§ Your objective:
Copy out exactly the lines below that run from the one holding "context.font = font;" to the one holding "img.src = src;", keeping both of those lines and no others.
==== Data for analysis
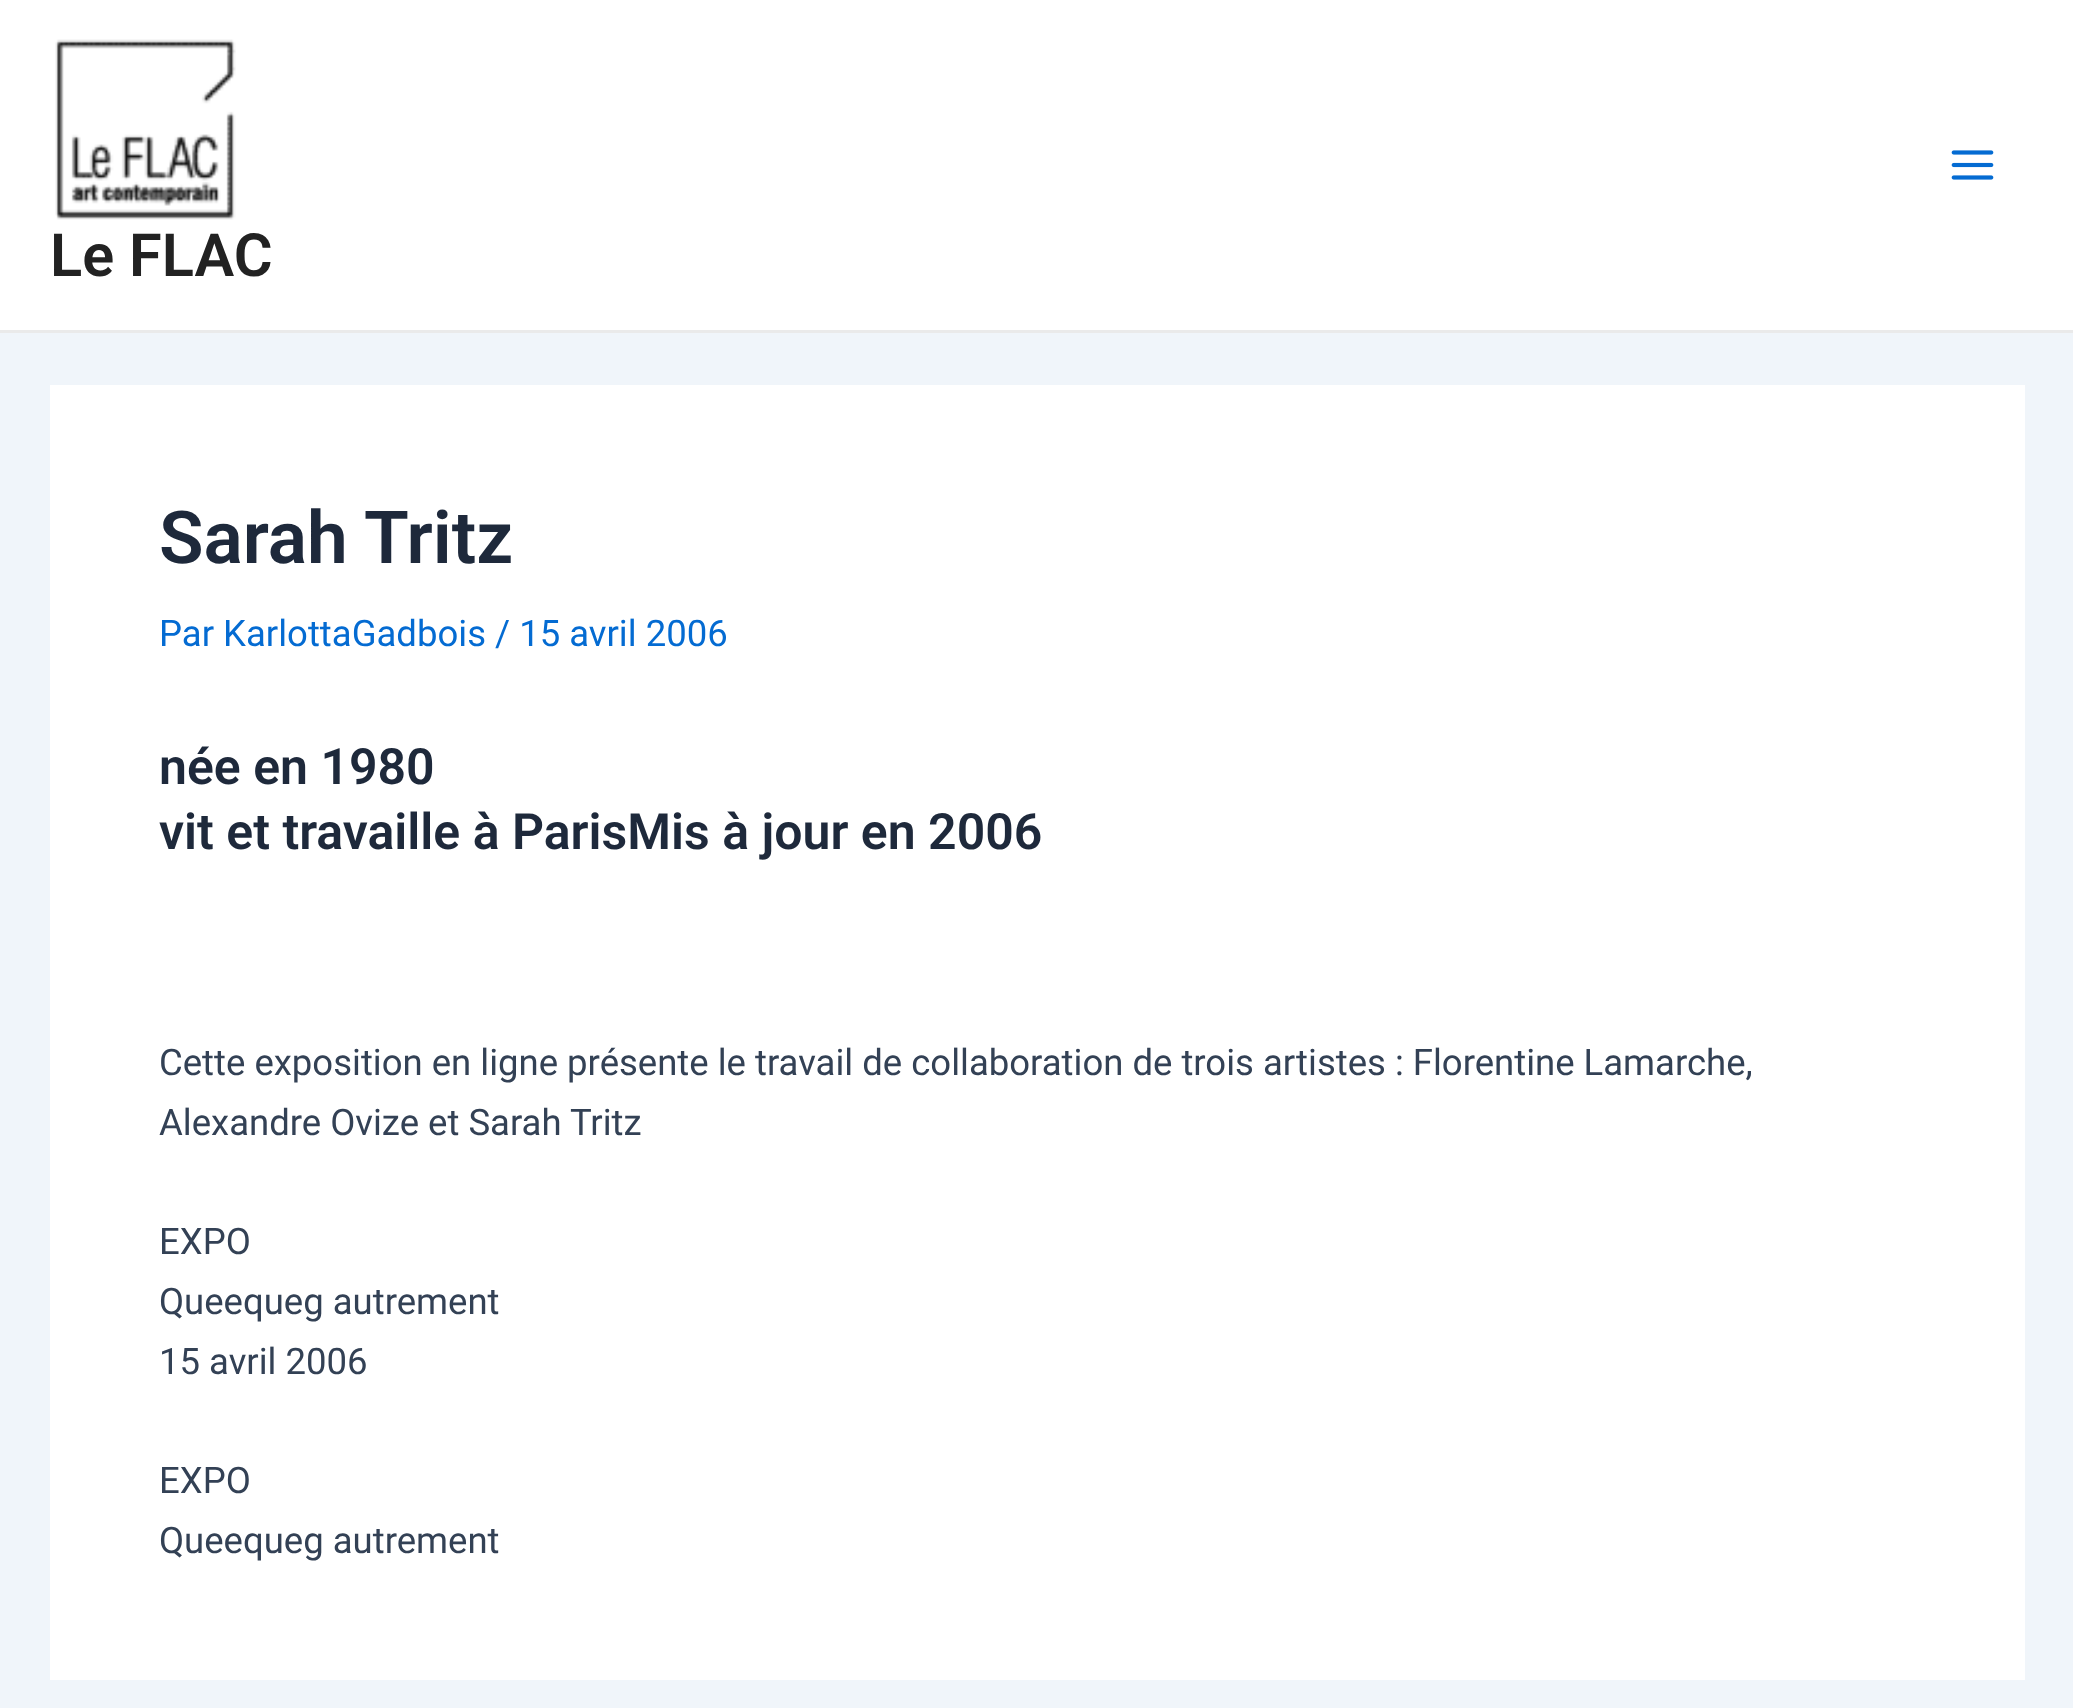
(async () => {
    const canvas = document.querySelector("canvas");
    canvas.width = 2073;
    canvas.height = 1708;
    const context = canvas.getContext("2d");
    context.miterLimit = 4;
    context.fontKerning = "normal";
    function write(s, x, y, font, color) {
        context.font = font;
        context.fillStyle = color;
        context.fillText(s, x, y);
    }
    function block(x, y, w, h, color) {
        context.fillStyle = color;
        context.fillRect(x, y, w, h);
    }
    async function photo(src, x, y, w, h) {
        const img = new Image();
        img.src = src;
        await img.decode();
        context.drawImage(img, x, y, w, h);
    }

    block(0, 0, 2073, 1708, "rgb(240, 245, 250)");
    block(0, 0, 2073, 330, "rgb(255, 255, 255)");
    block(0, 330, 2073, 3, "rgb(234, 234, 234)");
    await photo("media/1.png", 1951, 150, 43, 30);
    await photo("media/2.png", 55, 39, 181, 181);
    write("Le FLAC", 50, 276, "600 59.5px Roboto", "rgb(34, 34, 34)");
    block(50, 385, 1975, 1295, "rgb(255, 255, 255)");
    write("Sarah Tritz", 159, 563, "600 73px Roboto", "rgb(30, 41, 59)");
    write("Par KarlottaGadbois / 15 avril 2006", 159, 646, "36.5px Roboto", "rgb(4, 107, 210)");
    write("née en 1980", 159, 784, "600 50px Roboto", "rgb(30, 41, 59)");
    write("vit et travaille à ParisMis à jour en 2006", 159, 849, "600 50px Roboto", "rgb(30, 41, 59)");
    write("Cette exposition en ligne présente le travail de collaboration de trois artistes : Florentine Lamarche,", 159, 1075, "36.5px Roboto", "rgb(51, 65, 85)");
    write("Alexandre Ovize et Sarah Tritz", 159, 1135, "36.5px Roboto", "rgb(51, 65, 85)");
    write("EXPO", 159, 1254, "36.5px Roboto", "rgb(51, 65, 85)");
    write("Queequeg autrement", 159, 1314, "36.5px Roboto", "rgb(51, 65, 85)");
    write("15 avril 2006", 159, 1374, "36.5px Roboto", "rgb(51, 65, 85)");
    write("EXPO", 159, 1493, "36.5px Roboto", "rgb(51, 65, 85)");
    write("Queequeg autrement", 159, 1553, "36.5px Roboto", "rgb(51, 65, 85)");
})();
========
§ Result for this exercise:
        context.font = font;
        context.fillStyle = color;
        context.fillText(s, x, y);
    }
    function block(x, y, w, h, color) {
        context.fillStyle = color;
        context.fillRect(x, y, w, h);
    }
    async function photo(src, x, y, w, h) {
        const img = new Image();
        img.src = src;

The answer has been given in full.